**Exercise instructions**
In the entries below, begin at the line that has "pinky tip: (650, 249)" and stop after the line that has "ring mcp: (246, 158)"; output those lines exactly, leaving out pictures.

Records for this exercise Start Marker

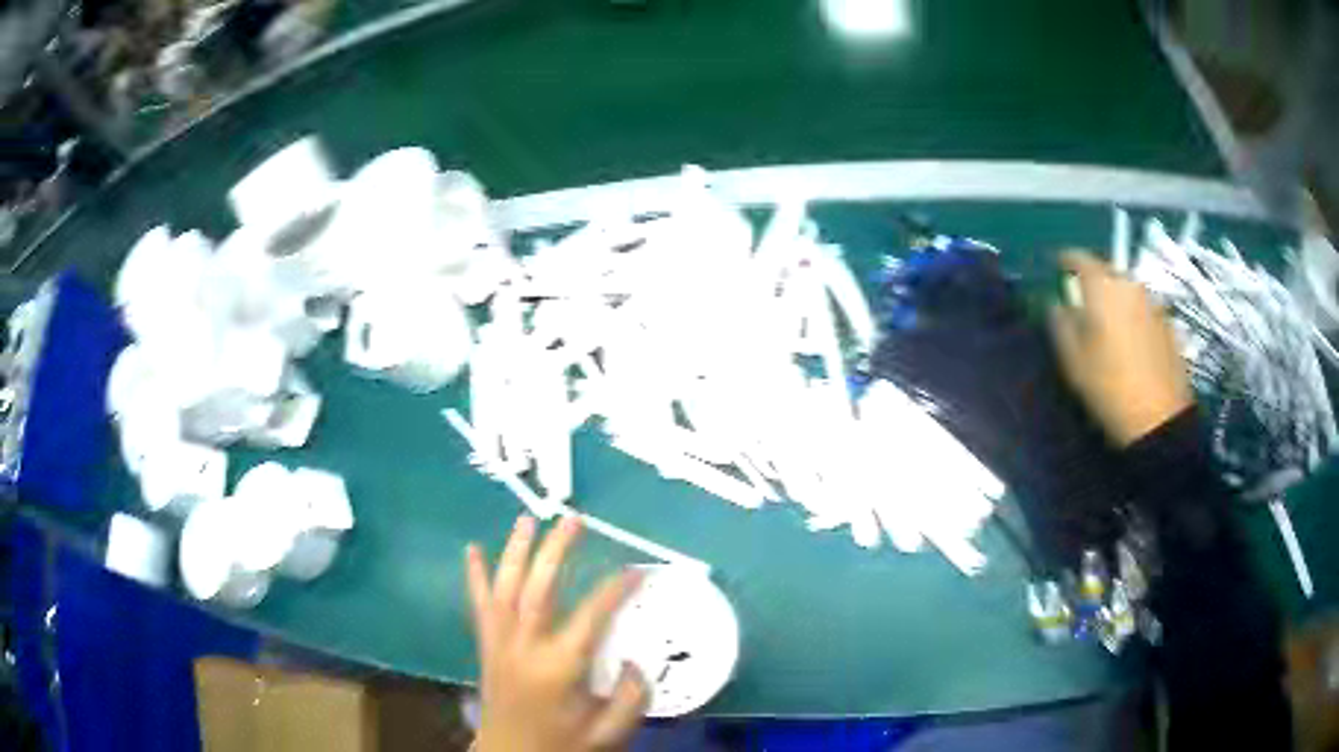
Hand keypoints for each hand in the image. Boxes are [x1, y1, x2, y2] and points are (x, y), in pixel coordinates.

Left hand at [466, 515, 647, 751]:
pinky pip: (479, 605)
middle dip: (556, 551)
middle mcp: (524, 648)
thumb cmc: (561, 745)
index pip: (591, 617)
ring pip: (505, 589)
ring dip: (516, 551)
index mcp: (559, 668)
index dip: (615, 589)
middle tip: (574, 520)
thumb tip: (638, 662)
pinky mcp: (486, 647)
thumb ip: (631, 699)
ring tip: (528, 519)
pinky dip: (474, 576)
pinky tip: (471, 549)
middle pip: (538, 590)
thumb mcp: (607, 733)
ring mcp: (500, 644)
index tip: (638, 568)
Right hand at [1049, 251, 1192, 446]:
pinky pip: (1144, 309)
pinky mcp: (1168, 324)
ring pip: (1127, 290)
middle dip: (1094, 281)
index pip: (1079, 257)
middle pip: (1107, 271)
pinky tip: (1132, 344)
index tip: (1058, 269)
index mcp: (1102, 287)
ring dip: (1116, 300)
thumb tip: (1056, 304)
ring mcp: (1153, 302)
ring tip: (1109, 326)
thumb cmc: (1109, 387)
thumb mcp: (1073, 361)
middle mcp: (1129, 284)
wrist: (1160, 418)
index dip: (1066, 261)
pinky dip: (1134, 317)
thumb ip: (1060, 324)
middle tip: (1084, 303)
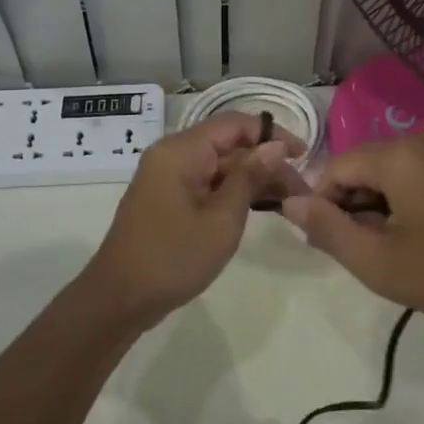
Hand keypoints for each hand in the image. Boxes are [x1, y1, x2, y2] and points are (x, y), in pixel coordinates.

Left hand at [85, 113, 304, 326]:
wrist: (119, 299)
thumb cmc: (174, 257)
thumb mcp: (222, 219)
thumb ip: (249, 177)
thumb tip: (276, 146)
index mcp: (181, 150)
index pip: (235, 124)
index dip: (272, 134)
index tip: (304, 156)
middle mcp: (172, 154)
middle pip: (228, 144)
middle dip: (266, 162)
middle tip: (301, 191)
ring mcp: (167, 177)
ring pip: (219, 165)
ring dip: (252, 178)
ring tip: (289, 201)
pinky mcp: (167, 198)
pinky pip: (206, 183)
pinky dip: (232, 191)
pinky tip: (260, 207)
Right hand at [281, 129, 423, 325]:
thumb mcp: (379, 261)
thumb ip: (327, 228)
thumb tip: (288, 202)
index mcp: (396, 153)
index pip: (334, 169)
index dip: (322, 207)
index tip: (330, 245)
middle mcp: (422, 140)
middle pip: (363, 168)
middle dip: (353, 208)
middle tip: (364, 254)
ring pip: (392, 174)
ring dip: (380, 209)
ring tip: (395, 252)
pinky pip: (420, 177)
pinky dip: (408, 203)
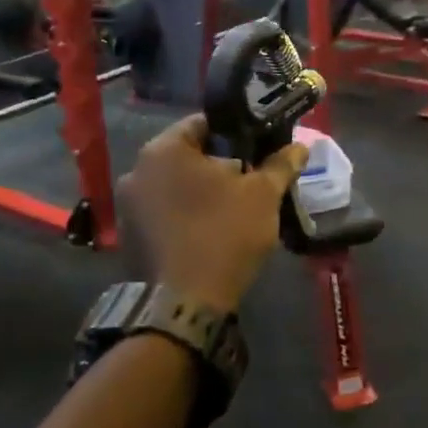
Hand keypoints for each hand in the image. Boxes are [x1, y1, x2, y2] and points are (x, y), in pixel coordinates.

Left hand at [119, 116, 309, 314]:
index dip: (236, 133)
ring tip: (232, 210)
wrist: (185, 303)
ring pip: (174, 185)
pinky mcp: (128, 236)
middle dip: (219, 165)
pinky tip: (208, 232)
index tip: (258, 150)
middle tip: (251, 182)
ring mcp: (127, 205)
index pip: (204, 123)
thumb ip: (280, 165)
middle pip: (188, 155)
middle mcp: (137, 169)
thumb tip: (301, 148)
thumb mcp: (263, 195)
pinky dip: (184, 215)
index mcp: (164, 149)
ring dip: (200, 192)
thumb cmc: (225, 233)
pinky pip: (162, 212)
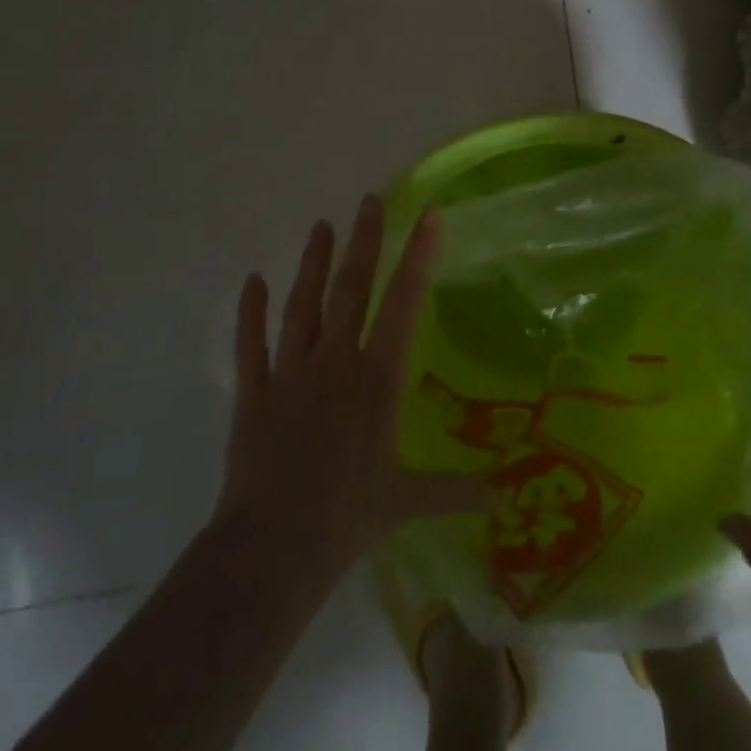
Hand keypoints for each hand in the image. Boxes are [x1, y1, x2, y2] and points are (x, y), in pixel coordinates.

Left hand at [211, 196, 484, 599]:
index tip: (428, 216)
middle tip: (369, 201)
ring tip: (321, 226)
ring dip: (313, 263)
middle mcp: (336, 360)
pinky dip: (250, 311)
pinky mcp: (254, 393)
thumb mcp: (408, 500)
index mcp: (378, 377)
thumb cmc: (347, 518)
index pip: (405, 302)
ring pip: (304, 304)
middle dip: (364, 242)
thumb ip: (454, 489)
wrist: (272, 549)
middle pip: (352, 288)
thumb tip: (500, 496)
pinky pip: (251, 344)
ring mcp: (290, 373)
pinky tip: (252, 281)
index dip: (419, 256)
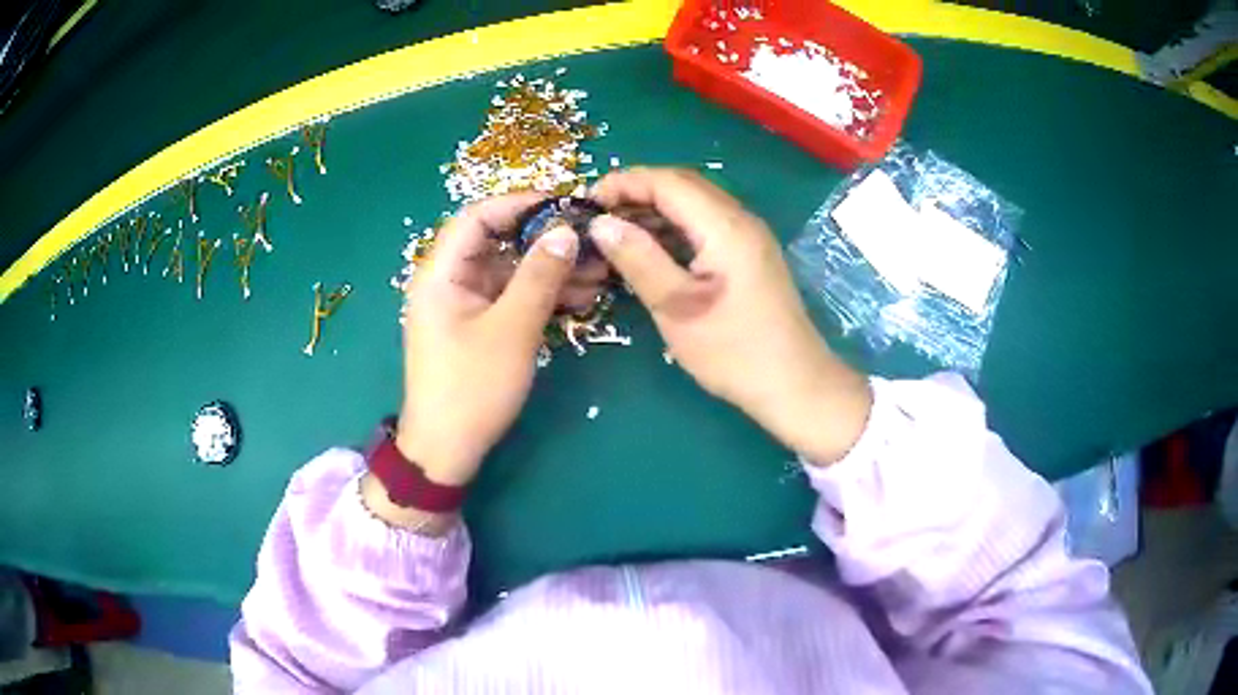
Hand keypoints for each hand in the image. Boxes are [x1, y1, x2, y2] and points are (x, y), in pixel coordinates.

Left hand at [395, 193, 606, 486]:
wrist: (447, 450)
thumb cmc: (471, 387)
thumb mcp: (511, 329)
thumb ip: (539, 276)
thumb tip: (565, 231)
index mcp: (440, 273)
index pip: (478, 216)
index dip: (521, 203)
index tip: (566, 205)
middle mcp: (448, 280)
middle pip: (498, 242)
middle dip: (545, 240)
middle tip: (591, 240)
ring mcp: (463, 304)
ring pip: (509, 271)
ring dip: (550, 270)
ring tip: (598, 272)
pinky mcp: (477, 325)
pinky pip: (511, 297)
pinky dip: (541, 295)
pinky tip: (580, 296)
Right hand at [588, 168, 871, 463]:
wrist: (795, 384)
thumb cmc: (734, 351)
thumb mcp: (677, 308)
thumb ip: (638, 259)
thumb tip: (601, 224)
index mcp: (725, 226)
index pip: (668, 181)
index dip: (624, 182)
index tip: (586, 201)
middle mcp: (740, 219)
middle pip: (682, 186)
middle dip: (636, 192)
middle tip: (597, 216)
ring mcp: (748, 236)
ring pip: (694, 205)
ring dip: (654, 210)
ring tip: (615, 232)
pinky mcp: (749, 255)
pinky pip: (705, 225)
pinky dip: (673, 229)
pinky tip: (650, 249)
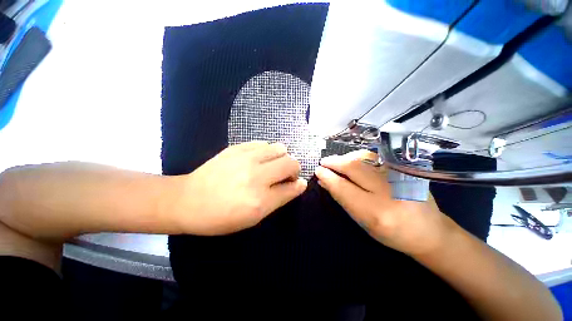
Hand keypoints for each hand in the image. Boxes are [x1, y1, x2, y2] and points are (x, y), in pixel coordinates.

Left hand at [168, 141, 306, 235]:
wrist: (188, 200)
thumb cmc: (222, 216)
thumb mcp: (254, 217)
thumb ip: (280, 199)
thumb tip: (298, 185)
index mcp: (260, 200)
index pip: (293, 187)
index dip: (299, 185)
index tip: (297, 184)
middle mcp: (256, 176)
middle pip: (291, 163)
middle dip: (294, 169)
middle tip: (284, 175)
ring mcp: (246, 158)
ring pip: (280, 148)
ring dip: (282, 157)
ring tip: (272, 165)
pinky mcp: (237, 148)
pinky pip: (263, 143)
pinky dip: (267, 151)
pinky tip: (259, 159)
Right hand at [315, 150, 452, 255]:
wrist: (428, 230)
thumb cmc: (391, 232)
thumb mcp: (362, 221)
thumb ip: (342, 198)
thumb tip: (325, 181)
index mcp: (376, 211)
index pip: (343, 187)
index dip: (328, 177)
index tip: (318, 171)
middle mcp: (389, 191)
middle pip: (354, 167)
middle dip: (334, 162)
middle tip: (324, 162)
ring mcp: (399, 175)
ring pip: (364, 158)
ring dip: (345, 158)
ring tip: (336, 162)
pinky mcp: (405, 168)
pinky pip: (376, 157)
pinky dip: (359, 157)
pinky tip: (352, 160)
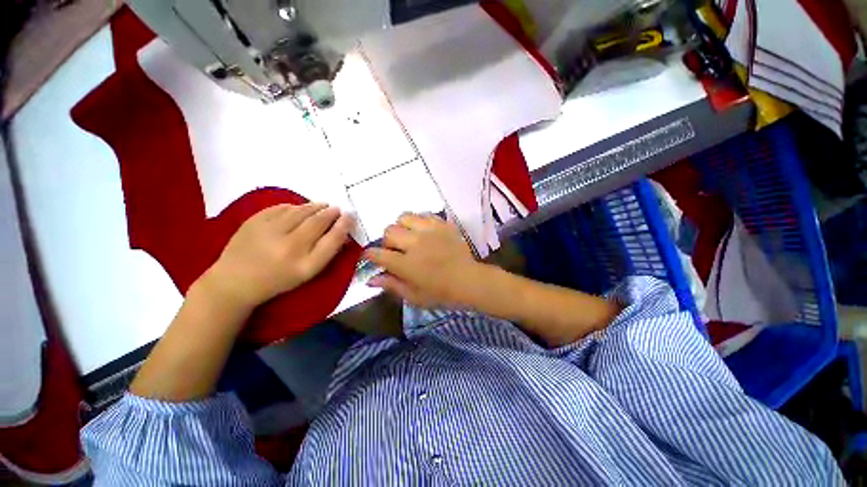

Records for this exercise End Marker

**Written response**
pinky tip: (650, 249)
Hand keypoints for each hand in the image. Boxes are [x1, y1, x2, y2] and points are (x, y), in pixel coordinates.

Left hand at [168, 141, 306, 235]:
wrist: (188, 200)
thumb cmc: (222, 216)
thumb mcp: (254, 217)
thumb ip: (280, 199)
thumb tip: (298, 185)
index mcp: (260, 200)
index pip: (293, 187)
index dip: (299, 185)
index tip: (297, 184)
middle mcp: (256, 176)
middle pip: (291, 163)
middle dip: (294, 169)
middle tip: (284, 175)
ring mcp: (246, 158)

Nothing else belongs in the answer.